Stocks closed higher on Wall Street on Friday, with the Dow Jones Industrials marking their sixth consecutive daily gain to close out an extremely positive week for the markets. The Dow finished the week up almost 400 points, and much of the gain came in the aftermath of the Federal Open Market Committee's decision not to raise short-term interest rates.
Even though the Fed cited some concerns about the global economy, U.S. investors seem happy with local economic strength. Yet there were still some stocks that didn't participate in the rally, and among them were Columbia Pipeline Partners (NYSE: CPPL), Transocean (NYSE:RIG), and Microsoft (NASDAQ:MSFT).

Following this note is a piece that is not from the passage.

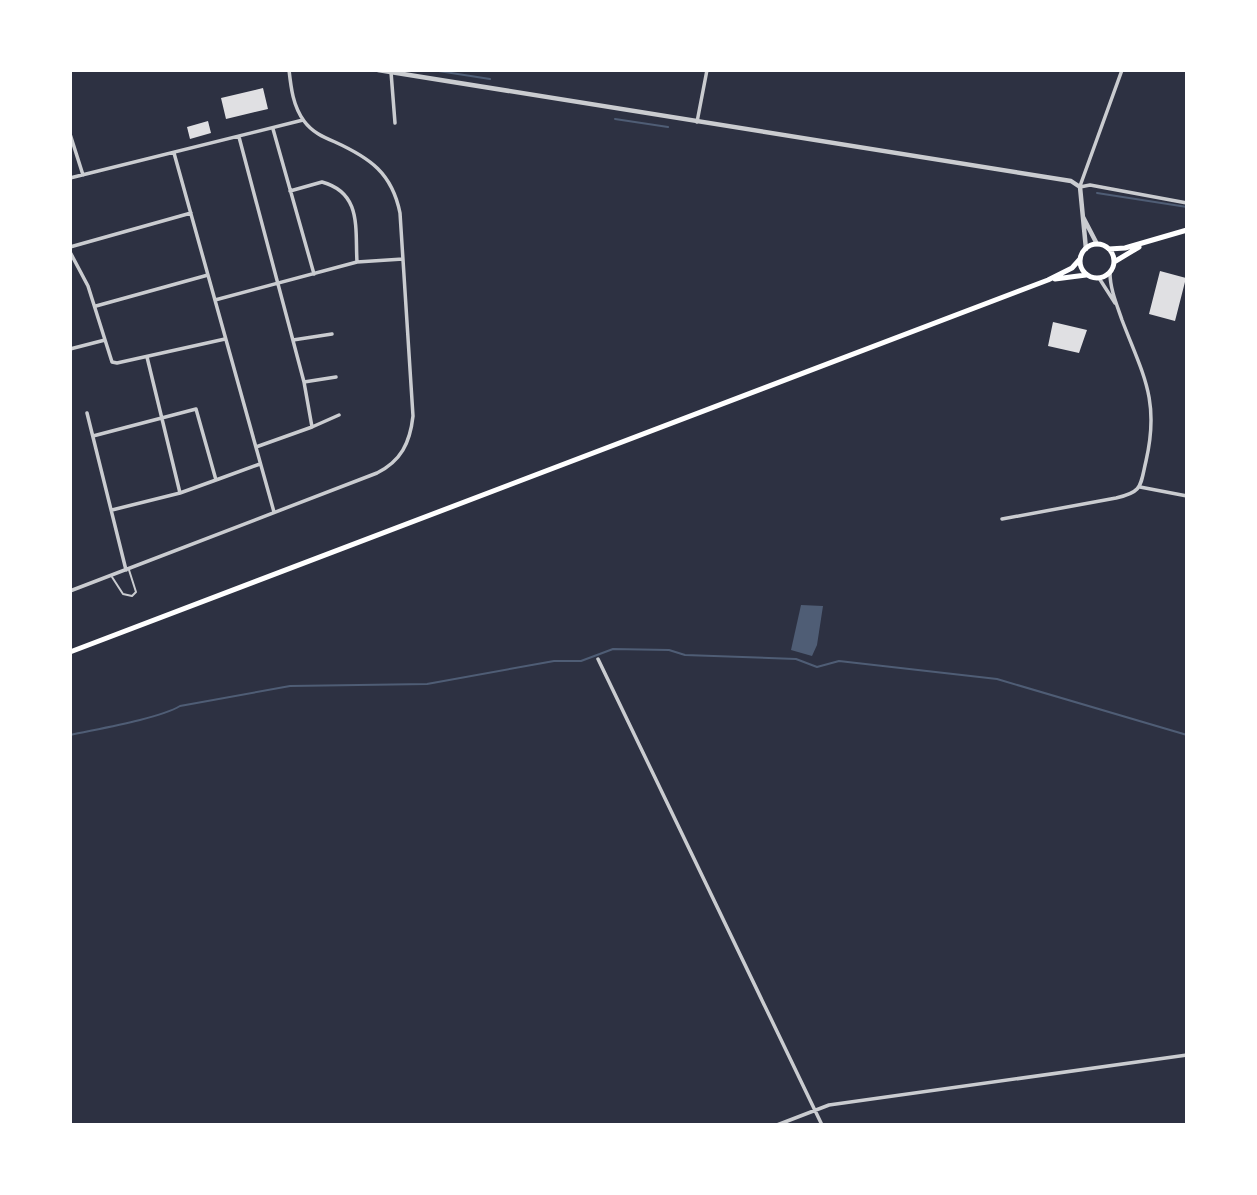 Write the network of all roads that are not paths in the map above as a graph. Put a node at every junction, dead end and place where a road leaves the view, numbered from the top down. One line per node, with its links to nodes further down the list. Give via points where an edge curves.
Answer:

Columbia Pipeline Partners sagged 19% in what many might have seen as a completely counterintuitive reaction to a merger and acquisition deal. Canadian pipeline giant TransCanada said that it would acquire the master limited partnership's corporate general partner, Columbia Pipeline, in a deal worth about $13 billion.

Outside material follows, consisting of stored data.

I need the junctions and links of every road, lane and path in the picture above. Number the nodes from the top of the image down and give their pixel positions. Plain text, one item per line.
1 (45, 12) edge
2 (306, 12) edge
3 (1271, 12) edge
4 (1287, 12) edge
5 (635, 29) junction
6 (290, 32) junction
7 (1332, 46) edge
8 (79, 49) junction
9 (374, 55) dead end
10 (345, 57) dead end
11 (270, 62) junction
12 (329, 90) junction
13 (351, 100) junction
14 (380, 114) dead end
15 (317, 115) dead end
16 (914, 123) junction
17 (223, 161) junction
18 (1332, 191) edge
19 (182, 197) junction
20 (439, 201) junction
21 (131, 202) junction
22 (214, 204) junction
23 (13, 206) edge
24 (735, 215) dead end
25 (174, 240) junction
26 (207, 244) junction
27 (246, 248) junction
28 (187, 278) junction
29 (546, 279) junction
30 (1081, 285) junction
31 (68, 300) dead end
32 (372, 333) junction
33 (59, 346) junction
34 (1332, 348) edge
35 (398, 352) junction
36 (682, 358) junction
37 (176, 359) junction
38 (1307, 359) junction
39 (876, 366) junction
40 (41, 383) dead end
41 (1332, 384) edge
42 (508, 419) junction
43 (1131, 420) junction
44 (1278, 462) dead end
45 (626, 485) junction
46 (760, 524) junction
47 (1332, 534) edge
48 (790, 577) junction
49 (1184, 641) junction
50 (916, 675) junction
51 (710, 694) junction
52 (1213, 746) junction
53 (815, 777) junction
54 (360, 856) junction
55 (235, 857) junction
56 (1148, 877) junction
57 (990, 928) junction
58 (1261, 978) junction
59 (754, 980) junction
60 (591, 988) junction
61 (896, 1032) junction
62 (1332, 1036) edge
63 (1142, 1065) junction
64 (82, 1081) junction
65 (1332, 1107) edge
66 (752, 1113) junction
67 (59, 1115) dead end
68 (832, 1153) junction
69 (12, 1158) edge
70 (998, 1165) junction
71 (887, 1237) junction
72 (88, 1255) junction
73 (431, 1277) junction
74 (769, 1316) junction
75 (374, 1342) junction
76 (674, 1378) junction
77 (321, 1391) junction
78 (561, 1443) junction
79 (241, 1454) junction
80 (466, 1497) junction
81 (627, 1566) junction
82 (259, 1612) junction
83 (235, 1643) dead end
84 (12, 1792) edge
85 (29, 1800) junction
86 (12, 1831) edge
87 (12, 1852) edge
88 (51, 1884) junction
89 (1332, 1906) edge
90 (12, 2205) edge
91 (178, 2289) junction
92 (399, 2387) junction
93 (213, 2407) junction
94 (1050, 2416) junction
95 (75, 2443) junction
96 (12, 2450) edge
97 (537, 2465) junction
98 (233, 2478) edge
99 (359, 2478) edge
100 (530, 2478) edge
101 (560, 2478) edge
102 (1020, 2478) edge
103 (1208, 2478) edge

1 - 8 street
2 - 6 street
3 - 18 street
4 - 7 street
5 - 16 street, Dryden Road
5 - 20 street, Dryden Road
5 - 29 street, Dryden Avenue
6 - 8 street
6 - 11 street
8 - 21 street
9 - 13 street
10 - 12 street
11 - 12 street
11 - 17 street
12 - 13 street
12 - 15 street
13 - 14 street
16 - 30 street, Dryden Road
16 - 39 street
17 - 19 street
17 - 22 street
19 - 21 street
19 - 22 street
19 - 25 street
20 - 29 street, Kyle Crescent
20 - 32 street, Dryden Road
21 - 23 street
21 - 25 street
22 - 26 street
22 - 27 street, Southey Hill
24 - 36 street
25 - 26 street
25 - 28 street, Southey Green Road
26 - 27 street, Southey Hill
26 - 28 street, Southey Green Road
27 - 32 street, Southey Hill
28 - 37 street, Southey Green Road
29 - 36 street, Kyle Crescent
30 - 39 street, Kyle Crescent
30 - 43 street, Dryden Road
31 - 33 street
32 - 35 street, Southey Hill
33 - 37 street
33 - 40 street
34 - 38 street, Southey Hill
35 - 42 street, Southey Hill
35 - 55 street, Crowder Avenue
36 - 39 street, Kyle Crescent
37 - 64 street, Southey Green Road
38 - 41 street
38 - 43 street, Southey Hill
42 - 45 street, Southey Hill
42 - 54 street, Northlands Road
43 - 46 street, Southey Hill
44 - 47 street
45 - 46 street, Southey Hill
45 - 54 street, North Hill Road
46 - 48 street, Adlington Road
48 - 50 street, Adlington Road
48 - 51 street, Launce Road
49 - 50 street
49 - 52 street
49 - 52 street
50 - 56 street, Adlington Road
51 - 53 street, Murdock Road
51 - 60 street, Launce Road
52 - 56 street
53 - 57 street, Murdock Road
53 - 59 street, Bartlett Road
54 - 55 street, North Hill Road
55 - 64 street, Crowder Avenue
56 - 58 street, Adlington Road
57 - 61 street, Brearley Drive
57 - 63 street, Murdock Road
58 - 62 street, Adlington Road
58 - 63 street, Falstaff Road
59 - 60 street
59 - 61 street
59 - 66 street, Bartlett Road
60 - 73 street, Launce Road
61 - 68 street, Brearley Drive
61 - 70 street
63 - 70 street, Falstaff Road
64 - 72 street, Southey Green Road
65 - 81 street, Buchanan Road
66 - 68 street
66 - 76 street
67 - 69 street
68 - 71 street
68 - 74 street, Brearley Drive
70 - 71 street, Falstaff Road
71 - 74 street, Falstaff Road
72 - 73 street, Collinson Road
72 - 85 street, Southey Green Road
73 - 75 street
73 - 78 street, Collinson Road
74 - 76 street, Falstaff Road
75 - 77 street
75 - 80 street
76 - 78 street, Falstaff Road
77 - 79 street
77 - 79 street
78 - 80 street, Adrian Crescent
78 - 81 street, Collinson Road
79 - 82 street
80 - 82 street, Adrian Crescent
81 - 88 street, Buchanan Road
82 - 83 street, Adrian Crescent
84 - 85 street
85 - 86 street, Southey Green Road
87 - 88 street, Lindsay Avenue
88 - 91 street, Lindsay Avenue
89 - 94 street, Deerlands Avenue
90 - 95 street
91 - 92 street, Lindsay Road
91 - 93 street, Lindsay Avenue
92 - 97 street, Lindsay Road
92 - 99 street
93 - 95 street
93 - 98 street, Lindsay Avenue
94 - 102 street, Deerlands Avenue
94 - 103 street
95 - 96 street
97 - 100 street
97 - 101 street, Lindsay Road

Ordinarily, it would be natural to think that an MLP would end up enjoying some of the share-price benefits that shareholders in the general partner saw following the buyout bid. But TransCanada's press release said that Columbia Pipeline Partners units will continue to trade separately, even though TransCanada also has an affiliated master limited partnership of its own that could eventually end up as part of a merged structure. In addition, some analysts believe that investors might be responding to the fact that benefits that the TransCanada MLP's bondholders will get from a potential combination could come at the detriment of Columbia Pipeline Partners investors.

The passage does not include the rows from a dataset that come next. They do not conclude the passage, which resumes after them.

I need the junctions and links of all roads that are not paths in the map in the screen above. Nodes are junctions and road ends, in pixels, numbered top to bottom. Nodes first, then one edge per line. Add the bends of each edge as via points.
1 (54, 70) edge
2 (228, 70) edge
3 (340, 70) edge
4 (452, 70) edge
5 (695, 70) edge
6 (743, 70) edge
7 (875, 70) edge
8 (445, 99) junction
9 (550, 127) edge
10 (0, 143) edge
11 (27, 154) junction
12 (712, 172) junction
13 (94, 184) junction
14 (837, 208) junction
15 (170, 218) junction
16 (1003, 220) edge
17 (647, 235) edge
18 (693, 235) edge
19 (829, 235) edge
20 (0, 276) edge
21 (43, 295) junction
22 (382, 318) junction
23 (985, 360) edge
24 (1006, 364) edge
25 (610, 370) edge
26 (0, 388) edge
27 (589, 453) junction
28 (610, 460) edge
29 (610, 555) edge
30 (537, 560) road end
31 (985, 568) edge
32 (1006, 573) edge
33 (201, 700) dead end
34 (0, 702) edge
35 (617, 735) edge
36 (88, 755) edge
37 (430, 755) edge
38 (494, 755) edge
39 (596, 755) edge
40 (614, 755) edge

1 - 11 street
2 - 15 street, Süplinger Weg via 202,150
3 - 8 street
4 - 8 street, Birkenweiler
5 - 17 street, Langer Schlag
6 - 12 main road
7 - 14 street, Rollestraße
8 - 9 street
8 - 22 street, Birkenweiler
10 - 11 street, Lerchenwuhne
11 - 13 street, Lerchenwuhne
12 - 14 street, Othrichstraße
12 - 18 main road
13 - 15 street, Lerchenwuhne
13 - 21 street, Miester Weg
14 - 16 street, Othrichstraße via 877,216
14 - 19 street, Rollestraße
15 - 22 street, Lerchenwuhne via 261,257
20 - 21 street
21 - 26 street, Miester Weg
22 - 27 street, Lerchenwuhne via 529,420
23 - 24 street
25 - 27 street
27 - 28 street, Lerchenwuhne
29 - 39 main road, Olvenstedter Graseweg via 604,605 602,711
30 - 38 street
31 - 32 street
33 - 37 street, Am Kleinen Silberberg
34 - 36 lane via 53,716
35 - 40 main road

Transocean fell 8%, which was the biggest loss among stocks in the S&P 500 Friday. Oil prices fell back slightly from Thursday's rally, closing just above $41 per barrel, and that might have been a contributing factor in pulling Transocean shares downward.
Offshore drilling requires higher-priced oil than many comparable land-based projects, and so Transocean really needs to see sustained increases back toward much higher crude-oil price levels in order to maximize the value of its drilling services. A court victory in a lawsuit from shareholders alleging deceptive comments in conjunction with Transocean's merger with GlobalSantaFe provided some upward support earlier in the week, but the bigger fundamental question Transocean faces is whether its exploration and production company clients will restart projects that they deferred in light of a poor pricing environment for energy.
Finally, Microsoft was the worst performer in the Dow, falling just more than 2%. Most of the discussion about the tech giant centered on an afterparty at the company's Game Developer Conference in San Francisco, which apparently included professional dancers in questionable attire.
Many developers complained that the performance was sexist, effectively thwarting their attempts to try to draw in more females to the developer community. Even some internal Microsoft personnel criticized the event, and investors need to expect that the company will have to do some damage control in order to reestablish its commitment to uphold higher standards in the gaming community.